June 10

on the way to work june 10

Destined for the carnival in Panfilov Park.

 

begemot

The Bishkek McDonald’s.

 

bishkek street art 2

Street art on Oganbaeva Ulica.

 

first traffic accident

Fender bender on Chui.

 

games in the park

Take a chance on me. Oak Park.

 

summer in biskhek

At the edge of Ala-Too Square.

 

 

We’ve Been Banksy-ed

think

Looks like AUCA has its own Banksy, its own anonymous street artist whose motivation might be to provoke thought and conversation as a means to cultivating a persona. Maybe it’s Dope, the Bishkek street artist turned graphic designer who is also known as Denis Kapkanets. Kapkanets helped Bishkek’s street art evolve from spray painted tags to stenciled koans and inscrutable images that he and two cohorts spread around Bishkek on early Sunday mornings before the city woke up. This Think light bulb is stenciled onto the landing of one of the university’s staircases. When a student journalist quizzed the department in charge of building maintenance as to why the light bulb had not been painted over, a worker broke through official demeanor and scripted sound bite-speak and admitted an ambivalence about the work and a reluctance to take sides in street art vs. vandalism polemics. Hmm. Sounds like this piece of stencil art made someone think.

Lenin Points the Way

lenin oints the way  It’s about a 10- to 15-minute walk from my rented flat to the university. I head down a half block of Logvinenko and take a right on four-lane Chui Avenue, one of the city’s main arteries. Thick traffic always: taxis, cars, busses, the minivan public transport called marshrutkas. I pass the massive, ornately fenced, white Government House, and just before I come to Ala-Too Square, I step onto the zebra to cross the road; the cars come to an astonishingly consistent and respectful stop when pedestrians are in the zebras.

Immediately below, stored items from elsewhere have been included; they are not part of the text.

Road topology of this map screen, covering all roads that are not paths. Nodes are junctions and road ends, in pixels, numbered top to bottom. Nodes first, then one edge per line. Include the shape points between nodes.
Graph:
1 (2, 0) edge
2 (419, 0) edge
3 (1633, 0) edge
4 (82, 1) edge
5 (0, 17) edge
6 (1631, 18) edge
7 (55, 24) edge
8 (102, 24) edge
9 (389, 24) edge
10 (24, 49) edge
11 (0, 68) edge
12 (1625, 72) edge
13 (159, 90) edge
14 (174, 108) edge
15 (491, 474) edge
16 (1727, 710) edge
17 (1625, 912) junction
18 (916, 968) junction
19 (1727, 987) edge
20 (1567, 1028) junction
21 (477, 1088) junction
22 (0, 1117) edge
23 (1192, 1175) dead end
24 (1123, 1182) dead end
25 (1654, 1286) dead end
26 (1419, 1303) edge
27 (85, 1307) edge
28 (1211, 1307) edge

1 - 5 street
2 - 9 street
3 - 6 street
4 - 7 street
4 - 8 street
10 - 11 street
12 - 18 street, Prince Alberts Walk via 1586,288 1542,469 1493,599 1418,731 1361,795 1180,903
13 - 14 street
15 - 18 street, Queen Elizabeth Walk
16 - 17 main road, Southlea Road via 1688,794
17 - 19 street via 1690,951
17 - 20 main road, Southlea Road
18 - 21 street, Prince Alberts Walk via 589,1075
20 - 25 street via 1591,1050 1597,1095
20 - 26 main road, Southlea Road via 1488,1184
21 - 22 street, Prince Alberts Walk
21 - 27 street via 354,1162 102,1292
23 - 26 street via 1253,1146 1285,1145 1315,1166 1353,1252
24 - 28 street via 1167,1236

Across Chui I am in city parks. The traffic sounds muffle. I hit my stride on uncrowded, tree-lined walkways. I walk past the Kyrgyz Dramatic Theater and turn onto Abdymomunov Street where drivers like to come and do spinouts on the ice in the winter.

And then I pass one of a handful of Lenin statues in the city. It’s behind the State Historical Museum, which sits in the city’s main square, Ala-Too. This one is what a statue should be: formidable, commanding, oversized and a wee bit scary. (Another I saw features Lenin’s disembodied head floating about 10 feet up off the ground against a stone slab.) Unlike many former Soviet countries, Kyrgyzstan did not destroy its statuary when Communist rule ended, but they did banish this Lenin statue from center stage in the main square to this more obscure location behind the museum. Lenin the revolutionary, Lenin the tour guide. In this statue he stands with a joyless expression, his coat swirling at his knees, his telltale balding head and goatee. One arm outstretches before him. And if I follow the line of his fingertips, Lenin gestures with an open palm toward  the university. The American University of Central Asia, according to a sign affixed beside the front entrance, was the Headquarters of the Supreme Soviet of the Kyrgyz Soviet Socialist Republic until 1984.

When people ask why I don’t write fiction, I will tell them this little story. And then I will ask: Why would I spend time making things up when real life pulsates with such delicious absurdities?